Recommended reading to start with: "Object-Oriented Concurrent Programming",
ed. by Yonezawa and Tokoro, MIT Press 1987.

Real experts of concurrent OOP, please continue if necessary.

Markku Sakkinen
Department of Computer Science and Information Systems
University of Jyvaskyla (a's with umlauts)
PL 35
SF-40351 Jyvaskyla (umlauts again)
Finland
          SAKKINEN@FINJYU.bitnet (alternative network address)

cjmchale@cs.tcd.ie (Ciaran McHale) (04/06/91)

In <1991Apr4.215238.14067@bingvaxu.cc.binghamton.edu>
yunyau@bingvaxu.cc.binghamton.edu (Yun Yau Shih) writes:

>I am new to the object-oriented concept. So, I hope I would not insult
>any one in this group by asking the following question.

>What does it mean by "Several threads can simultaneously enter an object
>and execute concurrently." Does it mean REAL CONCURRENCY?

Yes, that's basically what it means. Perhaps there won't be "real"
concurrency is there is only one processor and several threads, but the
principle is the same regardless of whether the concurrency is "real" or
"pseudo."

>How about the
>concurrency control, then? Or an object should have a machanism like a
>monitor. Any comment/hint/reference is welcomed. Thanks in advance.
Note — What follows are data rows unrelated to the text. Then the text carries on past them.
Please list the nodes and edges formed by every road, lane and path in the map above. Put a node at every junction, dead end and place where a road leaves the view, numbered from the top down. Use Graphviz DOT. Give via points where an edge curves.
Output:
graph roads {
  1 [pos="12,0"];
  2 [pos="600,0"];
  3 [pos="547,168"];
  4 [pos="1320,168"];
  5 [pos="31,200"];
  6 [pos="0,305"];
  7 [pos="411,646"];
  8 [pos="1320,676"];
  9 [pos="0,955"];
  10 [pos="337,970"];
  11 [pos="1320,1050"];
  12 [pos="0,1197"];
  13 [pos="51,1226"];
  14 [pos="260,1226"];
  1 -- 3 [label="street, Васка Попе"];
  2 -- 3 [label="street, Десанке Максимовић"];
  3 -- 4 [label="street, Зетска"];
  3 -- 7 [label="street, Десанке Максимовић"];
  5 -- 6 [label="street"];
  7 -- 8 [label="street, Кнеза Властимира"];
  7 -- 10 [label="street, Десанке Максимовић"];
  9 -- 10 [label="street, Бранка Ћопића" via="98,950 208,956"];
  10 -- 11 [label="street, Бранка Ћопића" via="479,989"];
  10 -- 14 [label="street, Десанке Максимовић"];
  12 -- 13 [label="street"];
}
Yes, the object should be able to ensure its own consistency if several
threads/activities/processes/whatever-you-call-them are executing in it
concurrently. As for references to this ... well it just so happens that
that's the area of my research. (No doubt this will surprise many people
on comp.window.x and soc.motss:-) I'll post some references in a few
minutes.


Ciaran.
-- 
Ciaran McHale           "There's a lot to be said for verbosity."     ----
Department of Computer Science, Trinity College, Dublin 2, Ireland.   \  /
Telephone: +353-1-772941 ext 1538       FAX: +353-1-772204             \/
Telex: 93782 TCD EI                     email: cjmchale@cs.tcd.ie

robert@droopy.laas.fr (Robert Valette) (04/09/91)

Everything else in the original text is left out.